Put simply, an inquest is an investigation to seek out and record the facts concerning a death. The Coroner’s investigation often begins very shortly after the death with the Coroner being obliged to report the death and consider whether a post mortem is necessary.
The purpose of an investigation into a person’s death, as set out in the Coroner’s and Justice Act (CJA) 2009, is to ascertain:
• Who the deceased was
• Where the deceased came by his or her death
• When the deceased came by his or her death
• How the deceased came by his or her death.
In most cases the most difficult question is to determine how the deceased came by their death. In certain types of inquest, known as ‘Article II inquests’, there is a greater obligation on the Coroner to explore this particular question more fully but this is a complex topic in its own right and I will deal with this in detail in a forthcoming blog.
An inquest is held by a Coroner, normally in a Coroner’s Court which is distinct from a civil court. An inquest is not designed to attribute blame for injury and death on specific individuals, unlike in civil proceedings. In fact, section 10 (2) of the CJA 2009 specifically prevents an inquest from establishing criminal or civil liability for a death or informing the basis for any criminal charges.

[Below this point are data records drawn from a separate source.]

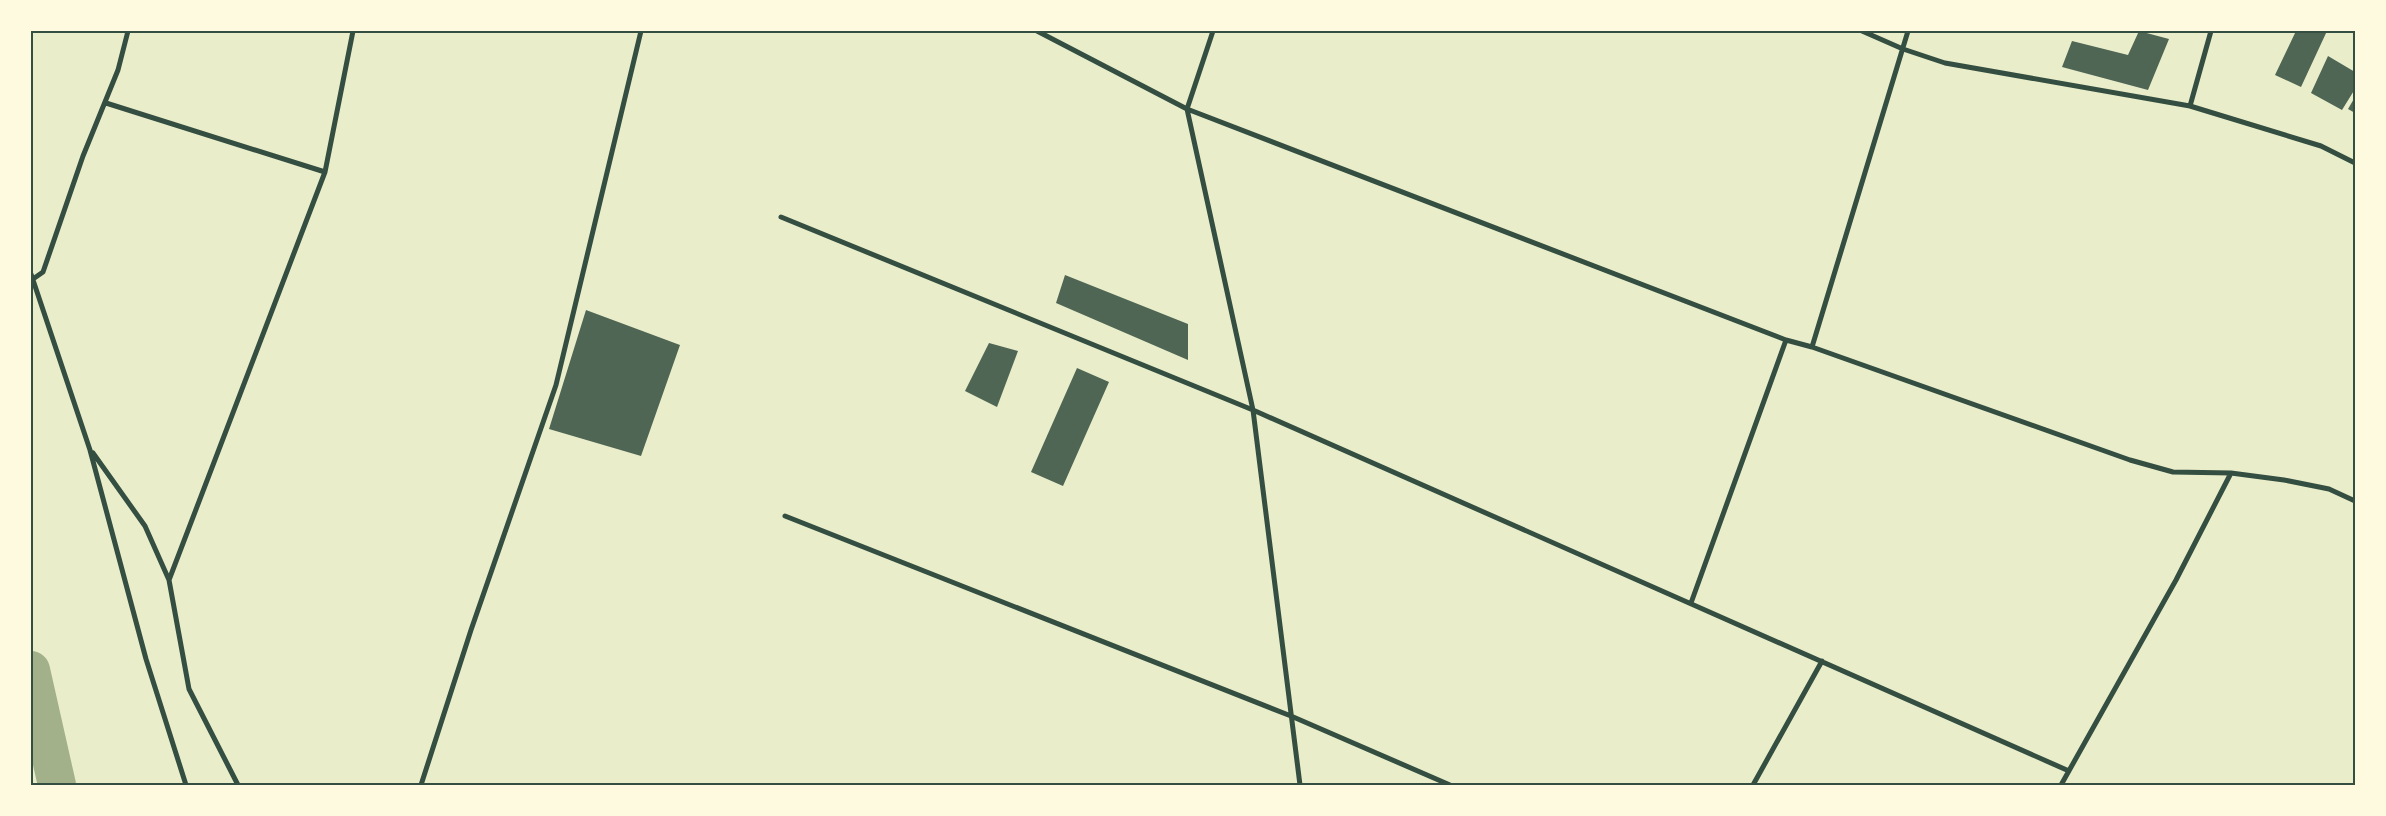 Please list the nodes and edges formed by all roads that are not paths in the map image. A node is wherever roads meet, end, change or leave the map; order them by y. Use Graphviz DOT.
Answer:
graph roads {
  1 [pos="128,31"];
  2 [pos="354,31"];
  3 [pos="641,31"];
  4 [pos="1037,31"];
  5 [pos="1213,31"];
  6 [pos="1862,31"];
  7 [pos="1908,31"];
  8 [pos="2211,31"];
  9 [pos="1903,49"];
  10 [pos="106,103"];
  11 [pos="2190,106"];
  12 [pos="1188,110"];
  13 [pos="2355,163"];
  14 [pos="325,172"];
  15 [pos="781,217"];
  16 [pos="32,276"];
  17 [pos="1786,340"];
  18 [pos="1812,347"];
  19 [pos="1254,410"];
  20 [pos="90,450"];
  21 [pos="2231,473"];
  22 [pos="2355,501"];
  23 [pos="786,516"];
  24 [pos="169,580"];
  25 [pos="1691,603"];
  26 [pos="1822,661"];
  27 [pos="1291,716"];
  28 [pos="2069,771"];
  29 [pos="186,785"];
  30 [pos="238,785"];
  31 [pos="421,785"];
  32 [pos="1300,785"];
  33 [pos="1450,785"];
  34 [pos="1753,785"];
  35 [pos="2061,785"];
  1 -- 10 [label="street"];
  2 -- 14 [label="street"];
  3 -- 31 [label="street"];
  4 -- 12 [label="street"];
  5 -- 12 [label="street"];
  6 -- 9 [label="street"];
  7 -- 9 [label="street"];
  8 -- 11 [label="street"];
  9 -- 11 [label="street"];
  9 -- 18 [label="street"];
  10 -- 14 [label="street"];
  10 -- 16 [label="street"];
  11 -- 13 [label="street"];
  12 -- 17 [label="street"];
  12 -- 19 [label="street"];
  14 -- 24 [label="street"];
  15 -- 19 [label="street"];
  16 -- 20 [label="street"];
  17 -- 18 [label="street"];
  17 -- 25 [label="street"];
  18 -- 21 [label="street"];
  19 -- 25 [label="street"];
  19 -- 27 [label="street"];
  20 -- 24 [label="street"];
  20 -- 29 [label="street"];
  21 -- 22 [label="street"];
  21 -- 28 [label="street"];
  23 -- 27 [label="street"];
  24 -- 30 [label="street"];
  25 -- 26 [label="street"];
  26 -- 28 [label="street"];
  26 -- 34 [label="street"];
  27 -- 32 [label="street"];
  27 -- 33 [label="street"];
  28 -- 35 [label="street"];
}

A Coroner must conduct an investigation into a person’s death if he or she has reason to suspect that:
a) The deceased died a violent or unnatural death,
b) The cause of death is unknown, or
c) The deceased died while in custody or otherwise in state detention.
Any one of these three criteria is sufficient to require an investigation.
Violent deaths are normally easily identified. However, historically, there has been debate as to what constitutes an ‘unnatural death’ in this sense. It now appears that the threshold of an unnatural death is met if an unexpected death, albeit from natural causes, results from some culpable human failure. Additionally, an unnatural death may be identified if the death was contributed to by neglect. The rationale behind this category is that an unnatural death prompts understandable public concern as it is a vital part of the Coroner’s role to investigate and allay such concerns.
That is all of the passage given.